Do not just aim to resolve disputes faster, like they never arose in the first place. Healthy conflicts, when resolved amicably can produce better work, retain staff longer and build trust. If you are managing a fifteen-person event crew in the final week of production or a cross-functional corporate team spread across three time zones, the same kind of conflict management principles apply: address it early, listen without bias, focus on shared goals and follow through.
Manage Your Events With Less Conflict and More
If your event team is spending more time managing interpersonal conflict than managing your events, Dryfta is built to help. Dryfta is an all-in-one event management platform that eliminates the ambiguity that comes with unclear roles, miscommunicated run sheets, and duplicated responsibilities.
These are what trigger most team conflicts in the first place, and our software has been developed with just that in mind. With centralized communication, transparent task management and real-time collaboration tools, Dryfta gives every team member the same information at the same time. Sign up for a free demo today and find out what your events look like when the team is genuinely thriving, conflict-free.
Frequently Asked Questions (FAQs)
What causes most workplace conflicts?
According to the Myers-Briggs Company, 49% of workplace disputes stem from personality clashes and ego-driven behaviour.
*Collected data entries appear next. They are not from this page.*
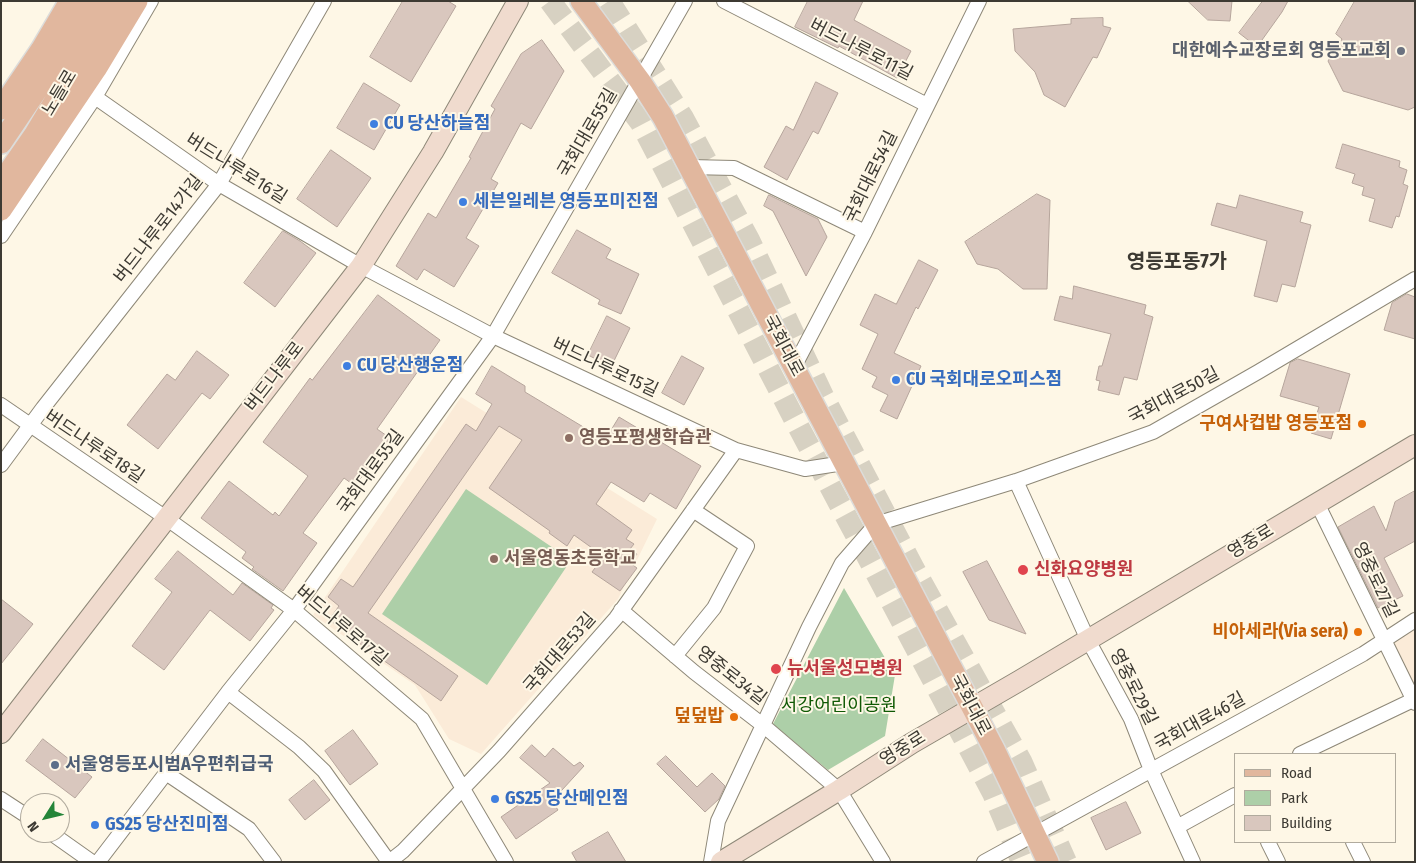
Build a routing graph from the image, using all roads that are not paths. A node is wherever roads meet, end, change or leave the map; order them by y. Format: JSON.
{"nodes":[{"id":1,"x":70,"y":1,"type":"edge"},
{"id":2,"x":93,"y":1,"type":"edge"},
{"id":3,"x":115,"y":1,"type":"edge"},
{"id":4,"x":137,"y":1,"type":"edge"},
{"id":5,"x":151,"y":1,"type":"edge"},
{"id":6,"x":324,"y":1,"type":"edge"},
{"id":7,"x":518,"y":1,"type":"edge"},
{"id":8,"x":581,"y":1,"type":"edge"},
{"id":9,"x":685,"y":1,"type":"edge"},
{"id":10,"x":724,"y":1,"type":"edge"},
{"id":11,"x":979,"y":1,"type":"edge"},
{"id":12,"x":640,"y":81,"type":"junction"},
{"id":13,"x":95,"y":97,"type":"junction"},
{"id":14,"x":928,"y":105,"type":"junction"},
{"id":15,"x":1,"y":109,"type":"edge"},
{"id":16,"x":1,"y":143,"type":"edge"},
{"id":17,"x":690,"y":167,"type":"junction"},
{"id":18,"x":1,"y":183,"type":"edge"},
{"id":19,"x":219,"y":184,"type":"junction"},
{"id":20,"x":1,"y":210,"type":"edge"},
{"id":21,"x":864,"y":232,"type":"junction"},
{"id":22,"x":1,"y":236,"type":"edge"},
{"id":23,"x":361,"y":266,"type":"junction"},
{"id":24,"x":1415,"y":279,"type":"edge"},
{"id":25,"x":493,"y":336,"type":"junction"},
{"id":26,"x":794,"y":367,"type":"junction"},
{"id":27,"x":1,"y":405,"type":"edge"},
{"id":28,"x":30,"y":426,"type":"junction"},
{"id":29,"x":1415,"y":445,"type":"edge"},
{"id":30,"x":736,"y":450,"type":"junction"},
{"id":31,"x":844,"y":463,"type":"junction"},
{"id":32,"x":1,"y":465,"type":"edge"},
{"id":33,"x":1016,"y":481,"type":"junction"},
{"id":34,"x":1317,"y":503,"type":"junction"},
{"id":35,"x":693,"y":510,"type":"junction"},
{"id":36,"x":166,"y":518,"type":"junction"},
{"id":37,"x":876,"y":524,"type":"junction"},
{"id":38,"x":294,"y":610,"type":"junction"},
{"id":39,"x":621,"y":610,"type":"junction"},
{"id":40,"x":1415,"y":620,"type":"edge"},
{"id":41,"x":1088,"y":640,"type":"junction"},
{"id":42,"x":1384,"y":641,"type":"junction"},
{"id":43,"x":675,"y":656,"type":"junction"},
{"id":44,"x":228,"y":692,"type":"junction"},
{"id":45,"x":1414,"y":701,"type":"edge"},
{"id":46,"x":972,"y":708,"type":"junction"},
{"id":47,"x":764,"y":726,"type":"junction"},
{"id":48,"x":1,"y":733,"type":"edge"},
{"id":49,"x":1305,"y":753,"type":"edge"},
{"id":50,"x":1151,"y":770,"type":"junction"},
{"id":51,"x":166,"y":774,"type":"junction"},
{"id":52,"x":463,"y":789,"type":"junction"},
{"id":53,"x":839,"y":790,"type":"junction"},
{"id":54,"x":1234,"y":796,"type":"edge"},
{"id":55,"x":1,"y":798,"type":"edge"},
{"id":56,"x":20,"y":811,"type":"edge"},
{"id":57,"x":1177,"y":827,"type":"junction"},
{"id":58,"x":1034,"y":834,"type":"junction"},
{"id":59,"x":65,"y":843,"type":"edge"},
{"id":60,"x":1268,"y":843,"type":"edge"},
{"id":61,"x":1354,"y":843,"type":"edge"},
{"id":62,"x":92,"y":862,"type":"edge"},
{"id":63,"x":98,"y":862,"type":"edge"},
{"id":64,"x":274,"y":862,"type":"edge"},
{"id":65,"x":506,"y":862,"type":"edge"},
{"id":66,"x":711,"y":862,"type":"edge"},
{"id":67,"x":721,"y":862,"type":"edge"},
{"id":68,"x":883,"y":862,"type":"edge"},
{"id":69,"x":984,"y":862,"type":"edge"},
{"id":70,"x":1048,"y":862,"type":"edge"},
{"id":71,"x":1193,"y":862,"type":"edge"},
{"id":72,"x":1278,"y":862,"type":"edge"},
{"id":73,"x":1363,"y":862,"type":"edge"}],
"edges":[{"from":1,"to":15,"type":"main road"},
{"from":2,"to":16,"type":"main road","name":"노들로"},
{"from":3,"to":18,"type":"main road","name":"노들로"},
{"from":4,"to":20,"type":"main road"},
{"from":5,"to":13,"type":"street"},
{"from":6,"to":19,"type":"street","name":"버드나루로14가길"},
{"from":7,"to":23,"type":"main road","name":"버드나루로"},
{"from":8,"to":12,"type":"main road","name":"국회대로"},
{"from":9,"to":12,"type":"street","name":"국회대로55길"},
{"from":10,"to":14,"type":"street","name":"버드나루로11길"},
{"from":11,"to":14,"type":"street","name":"국회대로54길"},
{"from":12,"to":17,"type":"main road","name":"국회대로"},
{"from":12,"to":25,"type":"street","name":"국회대로55길"},
{"from":13,"to":19,"type":"street","name":"버드나루로16길"},
{"from":13,"to":22,"type":"street"},
{"from":14,"to":21,"type":"street","name":"국회대로54길"},
{"from":17,"to":21,"type":"street"},
{"from":17,"to":26,"type":"main road","name":"국회대로"},
{"from":19,"to":23,"type":"street","name":"버드나루로16길"},
{"from":19,"to":28,"type":"street","name":"버드나루로14가길"},
{"from":21,"to":26,"type":"street","name":"국회대로54길"},
{"from":23,"to":25,"type":"street","name":"버드나루로15길"},
{"from":23,"to":36,"type":"main road","name":"버드나루로"},
{"from":24,"to":33,"type":"street","name":"국회대로50길"},
{"from":25,"to":30,"type":"street","name":"버드나루로15길"},
{"from":25,"to":38,"type":"street","name":"국회대로55길"},
{"from":26,"to":31,"type":"main road","name":"국회대로"},
{"from":27,"to":28,"type":"street","name":"버드나루로18길"},
{"from":28,"to":32,"type":"street","name":"버드나루로14가길"},
{"from":28,"to":36,"type":"street","name":"버드나루로18길"},
{"from":29,"to":34,"type":"main road","name":"영중로"},
{"from":30,"to":31,"type":"street","name":"버드나루로15길"},
{"from":30,"to":35,"type":"street","name":"국회대로53길"},
{"from":31,"to":37,"type":"main road","name":"국회대로"},
{"from":33,"to":37,"type":"street","name":"국회대로50길"},
{"from":33,"to":41,"type":"street"},
{"from":34,"to":41,"type":"main road","name":"영중로"},
{"from":34,"to":42,"type":"street","name":"영중로27길"},
{"from":35,"to":39,"type":"street","name":"국회대로53길"},
{"from":35,"to":43,"type":"street","name":"영중로34길"},
{"from":36,"to":38,"type":"street","name":"버드나루로17길"},
{"from":36,"to":48,"type":"main road","name":"버드나루로"},
{"from":37,"to":46,"type":"main road","name":"국회대로"},
{"from":37,"to":47,"type":"street","name":"영중로34길"},
{"from":38,"to":44,"type":"street","name":"국회대로55길"},
{"from":38,"to":52,"type":"street","name":"버드나루로17길"},
{"from":39,"to":43,"type":"street","name":"영중로34길"},
{"from":39,"to":52,"type":"street","name":"국회대로53길"},
{"from":40,"to":42,"type":"street","name":"국회대로46길"},
{"from":41,"to":46,"type":"main road","name":"영중로"},
{"from":41,"to":50,"type":"street","name":"영중로29길"},
{"from":42,"to":45,"type":"street","name":"영중로27길"},
{"from":42,"to":50,"type":"street","name":"국회대로46길"},
{"from":43,"to":47,"type":"street","name":"영중로34길"},
{"from":44,"to":51,"type":"street","name":"국회대로55길"},
{"from":44,"to":52,"type":"street","name":"국회대로53길"},
{"from":45,"to":49,"type":"street","name":"영중로27길"},
{"from":46,"to":53,"type":"main road","name":"영중로"},
{"from":46,"to":58,"type":"main road","name":"국회대로"},
{"from":47,"to":53,"type":"street","name":"영중로34길"},
{"from":47,"to":66,"type":"street"},
{"from":50,"to":57,"type":"street","name":"영중로29길"},
{"from":50,"to":58,"type":"street","name":"국회대로46길"},
{"from":51,"to":63,"type":"street","name":"국회대로55길"},
{"from":51,"to":64,"type":"street"},
{"from":52,"to":65,"type":"street","name":"버드나루로17길"},
{"from":53,"to":67,"type":"main road","name":"영중로"},
{"from":53,"to":68,"type":"street","name":"영중로34길"},
{"from":54,"to":57,"type":"street"},
{"from":55,"to":56,"type":"street"},
{"from":57,"to":71,"type":"street","name":"영중로29길"},
{"from":58,"to":69,"type":"street"},
{"from":58,"to":70,"type":"main road","name":"국회대로"},
{"from":59,"to":62,"type":"street"},
{"from":60,"to":72,"type":"street"},
{"from":61,"to":73,"type":"street"}]}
Role ambiguity accounts for approximately 22% of conflicts, and differing values contribute to around 18%. In event planning and high-pressure environments specifically, miscommunication around responsibilities, budget constraints and deadline pressure are the most frequent triggers of interpersonal conflict between team members.
What conflict management skills should every event manager have?
Event managers benefit most from active listening, emotional intelligence, clear and neutral communication, and the ability to separate people from the problem. The capacity to intervene early before a workplace dispute hardens into something much more complicated is an important skill. De-escalation techniques, the ability to mediate impartially and comfort with delivering difficult feedback calmly are also skills that pay dividends across every stage of the event planning process.
When should a conflict be escalated to HR or senior leadership?
A conflict should be escalated when it involves allegations of harassment, discrimination or misconduct, when a manager is directly implicated and cannot act as a neutral party, or when repeated mediation attempts have failed. According to Passivesecrets (2026), 88% of employees who experienced serious workplace conflict said HR got involved. For event teams, any dispute that threatens the timeline, safety or core deliverables of an event warrants immediate escalation.